Can you find the lines of the listing that include "filterUnits" and copy every one?

■ Input for this task
--------------------
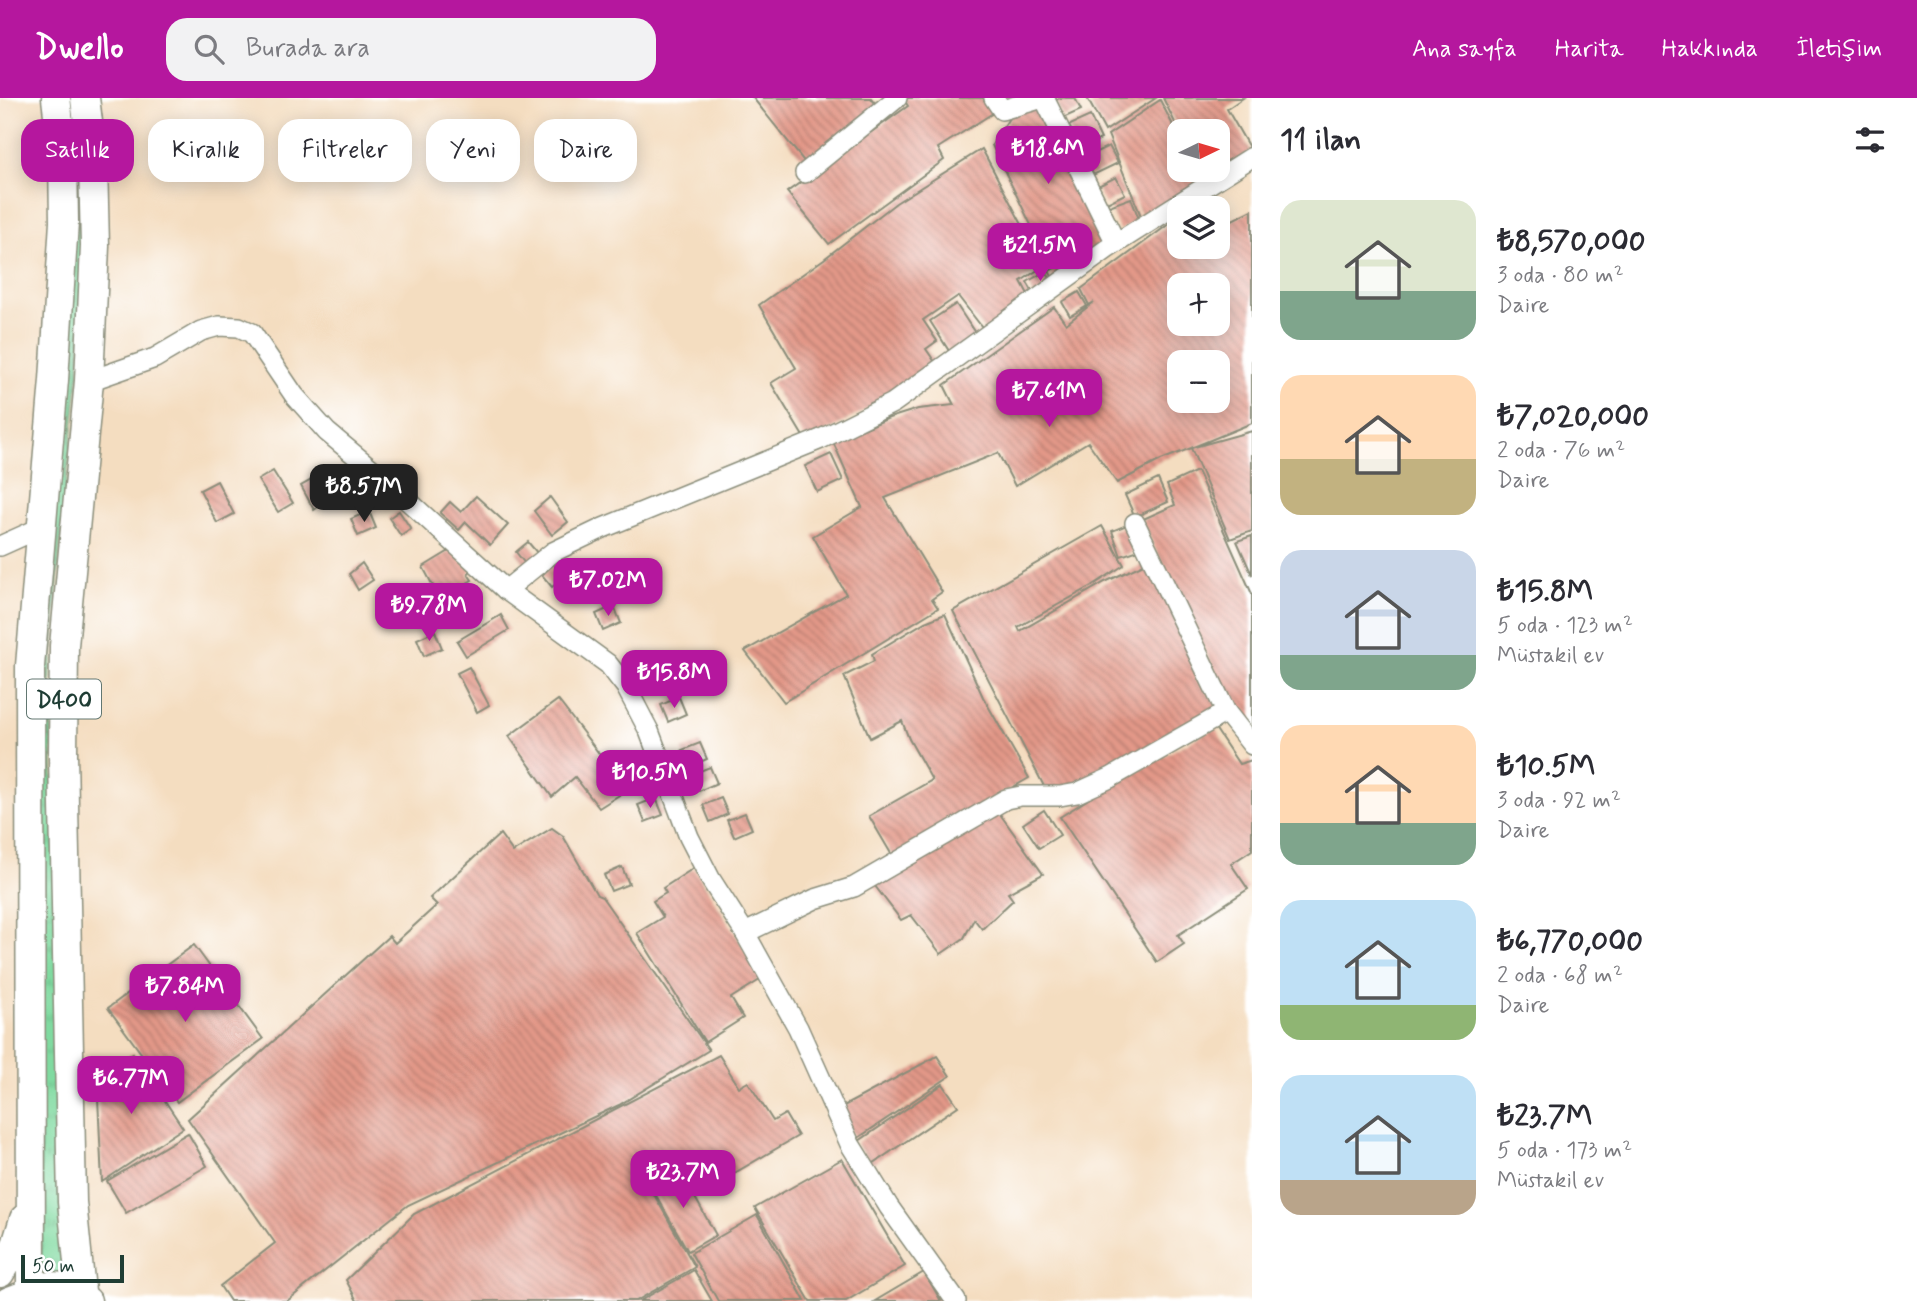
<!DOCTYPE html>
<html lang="tr">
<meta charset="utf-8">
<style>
body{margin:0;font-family:Mynerve,sans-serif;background:#f2f2f3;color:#2b2b33;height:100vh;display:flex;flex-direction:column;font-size:26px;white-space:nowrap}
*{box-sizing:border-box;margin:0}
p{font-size:23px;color:#7c7c81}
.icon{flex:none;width:38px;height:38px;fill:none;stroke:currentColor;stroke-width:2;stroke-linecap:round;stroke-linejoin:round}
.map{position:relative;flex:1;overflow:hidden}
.panel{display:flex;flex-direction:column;background:#fff;width:665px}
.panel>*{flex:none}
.hud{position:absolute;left:21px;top:21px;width:665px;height:63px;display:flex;gap:14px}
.needle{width:46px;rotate:85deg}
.tools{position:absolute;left:1167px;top:21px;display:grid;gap:14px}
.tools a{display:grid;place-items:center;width:63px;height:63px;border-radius:14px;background:#fff;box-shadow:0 4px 18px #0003;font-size:35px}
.scale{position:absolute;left:21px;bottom:18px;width:103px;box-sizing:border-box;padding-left:7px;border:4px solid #1f3d34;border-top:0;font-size:19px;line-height:24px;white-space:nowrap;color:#1f3d34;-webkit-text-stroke:5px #fff;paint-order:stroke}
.price{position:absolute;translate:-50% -60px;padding:0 16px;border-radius:14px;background:#b5179e;color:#fff;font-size:23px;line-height:46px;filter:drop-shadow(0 2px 4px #0008)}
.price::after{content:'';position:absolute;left:50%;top:42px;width:21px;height:16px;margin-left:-10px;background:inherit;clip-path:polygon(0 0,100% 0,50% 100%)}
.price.active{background:#222;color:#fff}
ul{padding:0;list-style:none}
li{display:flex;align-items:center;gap:21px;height:175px;padding:0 28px}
li span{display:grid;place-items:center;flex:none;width:196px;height:140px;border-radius:21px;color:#555}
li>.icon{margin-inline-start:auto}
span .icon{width:84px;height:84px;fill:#fffc;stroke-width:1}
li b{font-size:30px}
h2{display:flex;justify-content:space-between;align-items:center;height:84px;padding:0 28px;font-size:30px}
.pill{padding:0 24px;border-radius:21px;background:#fff;box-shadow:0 4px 18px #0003;font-size:24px;line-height:63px}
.pill.active{background:#b5179e;color:#fff}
header{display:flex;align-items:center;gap:42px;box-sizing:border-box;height:98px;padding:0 35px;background:#b5179e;color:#fff}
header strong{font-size:33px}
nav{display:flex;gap:38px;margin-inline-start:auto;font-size:24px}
.search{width:490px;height:63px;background:#f2f2f3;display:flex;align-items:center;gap:18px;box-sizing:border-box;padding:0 24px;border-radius:21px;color:#7c7c81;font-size:26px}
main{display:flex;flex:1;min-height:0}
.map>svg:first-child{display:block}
</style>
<header>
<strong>Dwello</strong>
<div class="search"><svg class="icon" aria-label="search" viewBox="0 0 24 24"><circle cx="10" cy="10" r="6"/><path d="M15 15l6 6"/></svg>Burada ara</div>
<nav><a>Ana sayfa</a><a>Harita</a><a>Hakkında</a><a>İletişim</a></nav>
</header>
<main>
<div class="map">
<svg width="1252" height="1203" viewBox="0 0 1252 1203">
<defs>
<pattern id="grass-tufts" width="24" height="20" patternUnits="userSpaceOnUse" patternTransform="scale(1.75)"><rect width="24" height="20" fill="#80daa0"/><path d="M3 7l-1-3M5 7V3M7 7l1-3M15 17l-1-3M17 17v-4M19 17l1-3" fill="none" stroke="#6ebc8a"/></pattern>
<pattern id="building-back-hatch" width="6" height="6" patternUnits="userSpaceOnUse" patternTransform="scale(1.75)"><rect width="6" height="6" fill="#e39888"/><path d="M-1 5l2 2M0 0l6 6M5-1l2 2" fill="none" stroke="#b77d70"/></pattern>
</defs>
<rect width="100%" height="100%" fill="#fff"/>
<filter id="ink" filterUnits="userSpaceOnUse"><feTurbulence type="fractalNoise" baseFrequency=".0143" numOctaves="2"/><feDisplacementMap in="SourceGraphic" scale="14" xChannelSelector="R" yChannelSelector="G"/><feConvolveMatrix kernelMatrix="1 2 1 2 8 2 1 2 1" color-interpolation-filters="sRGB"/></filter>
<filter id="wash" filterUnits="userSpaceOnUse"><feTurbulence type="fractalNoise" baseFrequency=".00686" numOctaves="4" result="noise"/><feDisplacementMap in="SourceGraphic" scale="28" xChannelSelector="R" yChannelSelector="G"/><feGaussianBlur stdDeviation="1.57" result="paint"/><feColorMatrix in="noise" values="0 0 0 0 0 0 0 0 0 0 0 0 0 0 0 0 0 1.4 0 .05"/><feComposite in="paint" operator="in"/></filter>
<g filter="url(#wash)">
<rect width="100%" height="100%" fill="#f4ddc0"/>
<!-- grass -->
<polygon fill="url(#grass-tufts)" stroke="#508c6a" stroke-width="2" points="64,0 76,0 85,111 79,276 62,422 50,586 69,1175 41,1178 36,659"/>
<g id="blocks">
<!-- building -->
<g fill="url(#building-back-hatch)" fill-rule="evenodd">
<polygon points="753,0 871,0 880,11 807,67"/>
<polygon points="903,0 983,0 993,15 938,50 944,62 829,146 787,94 908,8"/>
<polygon points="1060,0 1075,0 1081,12 1063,20 1055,2"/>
<polygon points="1087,0 1156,0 1105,33"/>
<polygon points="1163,0 1243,0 1227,11 1251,53 1204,84 1198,72 1218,72 1218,33 1179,33"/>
<polygon points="1160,2 1180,41 1180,72 1194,72 1201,85 1143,123 1108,37"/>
<polygon points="1042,7 1109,144 1085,159 1082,151 1051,168 992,47 1011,17"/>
<polygon points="1090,18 1101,41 1079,51 1068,28"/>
<polygon points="1109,48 1118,65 1089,79 1081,61"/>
<polygon points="982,51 1044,168 1021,183 1031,202 985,233 958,198 923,222 937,243 926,251 939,270 807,345 771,285 796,270 759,207 824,161 896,105"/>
<polygon points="1116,79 1125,96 1105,106 1096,89"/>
<polygon points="1131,100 1140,124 1119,132 1109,108"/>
<path d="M1252,112V325L1191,350L1252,333V433L1230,441L1191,350L1161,362L1117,385L1088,344L1015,388L998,355L885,400L942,494L932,501L938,510L784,604L745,553L846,496L813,438L862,409L833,344L889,320L918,311L954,307L944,287L1054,209L1066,226L1094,204L1089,207L1081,191L1173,123L1180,120V149H1218V129ZM1180,187H1218V226H1180ZM1180,264H1218V303H1180Z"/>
<polygon points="1070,162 1075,172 1054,182 1049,173"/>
<polygon points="1046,173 1053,186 1035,198 1027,184"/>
<polygon points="1079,194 1087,208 1070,218 1062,204"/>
<polygon points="956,206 977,238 951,256 930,223"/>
<polygon points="831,356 843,382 817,394 805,368"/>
<polygon points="348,368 359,388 345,397 333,377"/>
<polygon points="273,373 293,405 278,414 258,382"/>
<polygon points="1197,373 1252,496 1252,640 1244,632 1141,422 1175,407 1167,387"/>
<polygon points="322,376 334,397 314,412 301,388"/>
<polygon points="1158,381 1168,404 1135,419 1125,397"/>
<polygon points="217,383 234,416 217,425 200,392"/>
<polygon points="476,398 508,427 490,447 466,424 459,432 440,415 450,404 461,414"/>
<polygon points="550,399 568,424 552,437 534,413"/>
<polygon points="369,413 376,430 358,438 351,421"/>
<polygon points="399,413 411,431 401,438 389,420"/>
<polygon points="1129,426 1139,452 1121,458 1112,433"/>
<polygon points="1102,428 1124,467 1092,488 1018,529 1020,533 1105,484 1148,464 1218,610 1097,679 1047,694 953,513"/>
<polygon points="1252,438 1252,477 1237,443"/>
<polygon points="528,444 539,457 526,467 516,454"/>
<polygon points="451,452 471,472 468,476 472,482 440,501 423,469"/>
<polygon points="362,465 373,482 358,492 349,476"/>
<polygon points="554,466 565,479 552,489 542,477"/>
<polygon points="469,494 476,511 457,519 450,502"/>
<polygon points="421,495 428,512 409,519 402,503"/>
<polygon points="614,508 621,525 603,533 596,516"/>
<polygon points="945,516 983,599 1029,680 893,759 869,718 932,682 909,641 902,623 870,640 844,578 874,563 872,556 925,524"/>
<polygon points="501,517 509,532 466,558 457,543"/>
<polygon points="435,533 442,550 424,558 417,541"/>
<polygon points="640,556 650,569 638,579 627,567"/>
<polygon points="469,569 489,607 477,614 457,575"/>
<polygon points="679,599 686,616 668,624 661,607"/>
<polygon points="558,602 627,692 599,710 575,679 552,699 509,638"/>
<polygon points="1215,630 1239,666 1252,662 1252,752 1231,766 1248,791 1178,837 1184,846 1157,864 1060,719 1117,683"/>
<polygon points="700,645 707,661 689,669 682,652"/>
<polygon points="710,669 717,685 699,693 692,676"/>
<polygon points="656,700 663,717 645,724 638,707"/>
<polygon points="721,700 728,716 710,724 703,707"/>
<polygon points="997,712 1043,776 1008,795 1013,802 982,831 974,821 964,840 941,856 911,817 901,822 872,784"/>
<polygon points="1044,712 1060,737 1039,750 1023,726"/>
<polygon points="745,715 752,731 734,739 727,722"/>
<polygon points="552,730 563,738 597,797 602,799 709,952 619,1007 408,1107 287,1203 230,1203 220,1188 275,1145 188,1021 389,838 395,845 437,807 430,800 500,736 513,754"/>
<polygon points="622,769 629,786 611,793 604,777"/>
<polygon points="694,770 763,880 731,900 743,920 705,944 637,835 663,819 653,803 666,795 663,790"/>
<polygon points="194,847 263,941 177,1004 108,910"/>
<polygon points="133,955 183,1030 102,1084 97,979"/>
<polygon points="719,957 739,989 748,984 773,1023 785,1016 798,1038 695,1098 679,1069 648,1086 695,1169 636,1203 357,1203 346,1182 414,1116"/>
<polygon points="937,958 950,978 855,1042 838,1011"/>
<polygon points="943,986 958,1008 871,1067 856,1045"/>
<polygon points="188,1035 207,1068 126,1115 107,1083"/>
<polygon points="842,1061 905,1168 846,1203 810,1203 755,1110"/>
<polygon points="679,1071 716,1137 688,1153 650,1087"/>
<polygon points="757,1117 805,1203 718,1203 691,1155"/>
<polygon points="694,1172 712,1203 640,1203"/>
<polygon points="924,1174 941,1203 875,1203"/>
</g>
</g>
</g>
<g filter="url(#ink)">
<use href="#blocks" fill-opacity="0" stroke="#8a8d7a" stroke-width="2"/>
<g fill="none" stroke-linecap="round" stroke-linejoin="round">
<defs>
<g id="minor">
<polyline points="994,0 1002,12 1043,0"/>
<polyline points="1044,0 1116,145"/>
<polyline points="805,75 897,0"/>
<polyline points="89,283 155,260 201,233 219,228 239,229 252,235 294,297 327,334 385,382 506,492 608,566 626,589 649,633 689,739 711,782 745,835 798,930 850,1046 889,1109 956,1203"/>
<polyline points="1135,425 1226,614 1252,647"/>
<polyline points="0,448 40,430"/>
<polyline points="506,492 553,454 603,430 821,341 893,305 1107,151 1252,59"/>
<polyline points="745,835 815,801 854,789 1006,701 1021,698 1060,698 1077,695 1110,680 1226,614"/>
</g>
<g id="highway">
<polyline points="0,1175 16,1147 24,1121"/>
<polyline points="9,1203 49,1188 67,1189 87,1203"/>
<polyline points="31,1203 30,568 54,282 64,124 63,59 56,0"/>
<polyline points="82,1203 72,1104 63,656 64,548 89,283 95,148 93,64 85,0"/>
</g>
</defs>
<!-- minor casing -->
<use href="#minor" stroke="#8a8d7a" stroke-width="22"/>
<!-- highway casing -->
<use href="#highway" stroke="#8a8d7a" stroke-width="31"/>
<!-- minor -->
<use href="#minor" stroke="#fff" stroke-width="19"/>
<!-- highway -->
<use href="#highway" stroke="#fff" stroke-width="28"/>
</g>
</g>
<g text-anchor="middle" stroke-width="5" stroke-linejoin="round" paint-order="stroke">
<!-- shield labels -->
<rect fill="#fff" stroke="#627771" stroke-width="2" x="27" y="581.5" width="74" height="39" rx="5"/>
<g font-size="23" font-weight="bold" fill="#1f3d34">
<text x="64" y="609">D400</text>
</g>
</g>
</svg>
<div class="tools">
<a><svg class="needle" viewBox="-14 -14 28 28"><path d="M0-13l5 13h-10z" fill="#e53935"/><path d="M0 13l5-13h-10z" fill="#7c7c81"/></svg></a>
<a><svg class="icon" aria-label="layers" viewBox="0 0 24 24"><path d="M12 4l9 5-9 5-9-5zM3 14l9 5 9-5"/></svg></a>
<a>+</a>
<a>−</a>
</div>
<div class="scale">50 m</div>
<b class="price" style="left:1048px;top:88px">₺18.6M</b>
<b class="price" style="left:1040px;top:185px">₺21.5M</b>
<b class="price" style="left:1049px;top:331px">₺7.61M</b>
<b class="price active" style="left:364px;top:426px">₺8.57M</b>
<b class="price" style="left:608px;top:520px">₺7.02M</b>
<b class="price" style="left:429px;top:545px">₺9.78M</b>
<b class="price" style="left:674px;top:612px">₺15.8M</b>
<b class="price" style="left:650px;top:712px">₺10.5M</b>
<b class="price" style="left:185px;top:926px">₺7.84M</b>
<b class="price" style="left:131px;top:1018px">₺6.77M</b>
<b class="price" style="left:683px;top:1112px">₺23.7M</b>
<div class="hud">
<a class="pill active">Satılık</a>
<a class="pill">Kiralık</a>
<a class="pill">Filtreler</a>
<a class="pill">Yeni</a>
<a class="pill">Daire</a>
</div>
</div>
<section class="panel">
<h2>11 ilan<svg class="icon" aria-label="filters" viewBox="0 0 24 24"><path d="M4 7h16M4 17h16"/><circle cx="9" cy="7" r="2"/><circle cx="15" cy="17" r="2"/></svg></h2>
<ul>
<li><span style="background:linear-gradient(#dfe7d0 65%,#7fa58c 0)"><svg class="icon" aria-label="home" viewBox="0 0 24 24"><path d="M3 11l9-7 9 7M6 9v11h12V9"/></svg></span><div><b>₺8,570,000</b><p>3 oda · 80 m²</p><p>Daire</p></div></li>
<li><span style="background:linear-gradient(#ffd9b3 60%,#c2b280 0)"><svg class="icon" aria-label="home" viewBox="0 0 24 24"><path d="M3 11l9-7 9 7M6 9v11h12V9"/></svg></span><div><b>₺7,020,000</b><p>2 oda · 76 m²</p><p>Daire</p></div></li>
<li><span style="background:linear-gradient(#c9d6e8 75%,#7fa58c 0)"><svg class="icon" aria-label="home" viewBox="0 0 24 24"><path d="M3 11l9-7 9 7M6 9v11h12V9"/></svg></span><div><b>₺15.8M</b><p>5 oda · 123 m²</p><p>Müstakil ev</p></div></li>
<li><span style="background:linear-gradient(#ffd9b3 70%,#7fa58c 0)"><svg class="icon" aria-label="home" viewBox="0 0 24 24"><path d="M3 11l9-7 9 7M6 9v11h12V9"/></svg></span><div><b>₺10.5M</b><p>3 oda · 92 m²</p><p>Daire</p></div></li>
<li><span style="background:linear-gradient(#bfe0f5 75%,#8fb573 0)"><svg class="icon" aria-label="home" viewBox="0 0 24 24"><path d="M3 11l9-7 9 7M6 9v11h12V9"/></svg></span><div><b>₺6,770,000</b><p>2 oda · 68 m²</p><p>Daire</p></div></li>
<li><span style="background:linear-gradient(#bfe0f5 75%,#b9a48a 0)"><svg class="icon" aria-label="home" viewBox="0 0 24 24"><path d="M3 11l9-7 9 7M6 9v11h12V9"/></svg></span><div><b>₺23.7M</b><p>5 oda · 173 m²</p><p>Müstakil ev</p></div></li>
</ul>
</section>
</main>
--------------------
■ Response for this exercise
<filter id="ink" filterUnits="userSpaceOnUse"><feTurbulence type="fractalNoise" baseFrequency=".0143" numOctaves="2"/><feDisplacementMap in="SourceGraphic" scale="14" xChannelSelector="R" yChannelSelector="G"/><feConvolveMatrix kernelMatrix="1 2 1 2 8 2 1 2 1" color-interpolation-filters="sRGB"/></filter>
<filter id="wash" filterUnits="userSpaceOnUse"><feTurbulence type="fractalNoise" baseFrequency=".00686" numOctaves="4" result="noise"/><feDisplacementMap in="SourceGraphic" scale="28" xChannelSelector="R" yChannelSelector="G"/><feGaussianBlur stdDeviation="1.57" result="paint"/><feColorMatrix in="noise" values="0 0 0 0 0 0 0 0 0 0 0 0 0 0 0 0 0 1.4 0 .05"/><feComposite in="paint" operator="in"/></filter>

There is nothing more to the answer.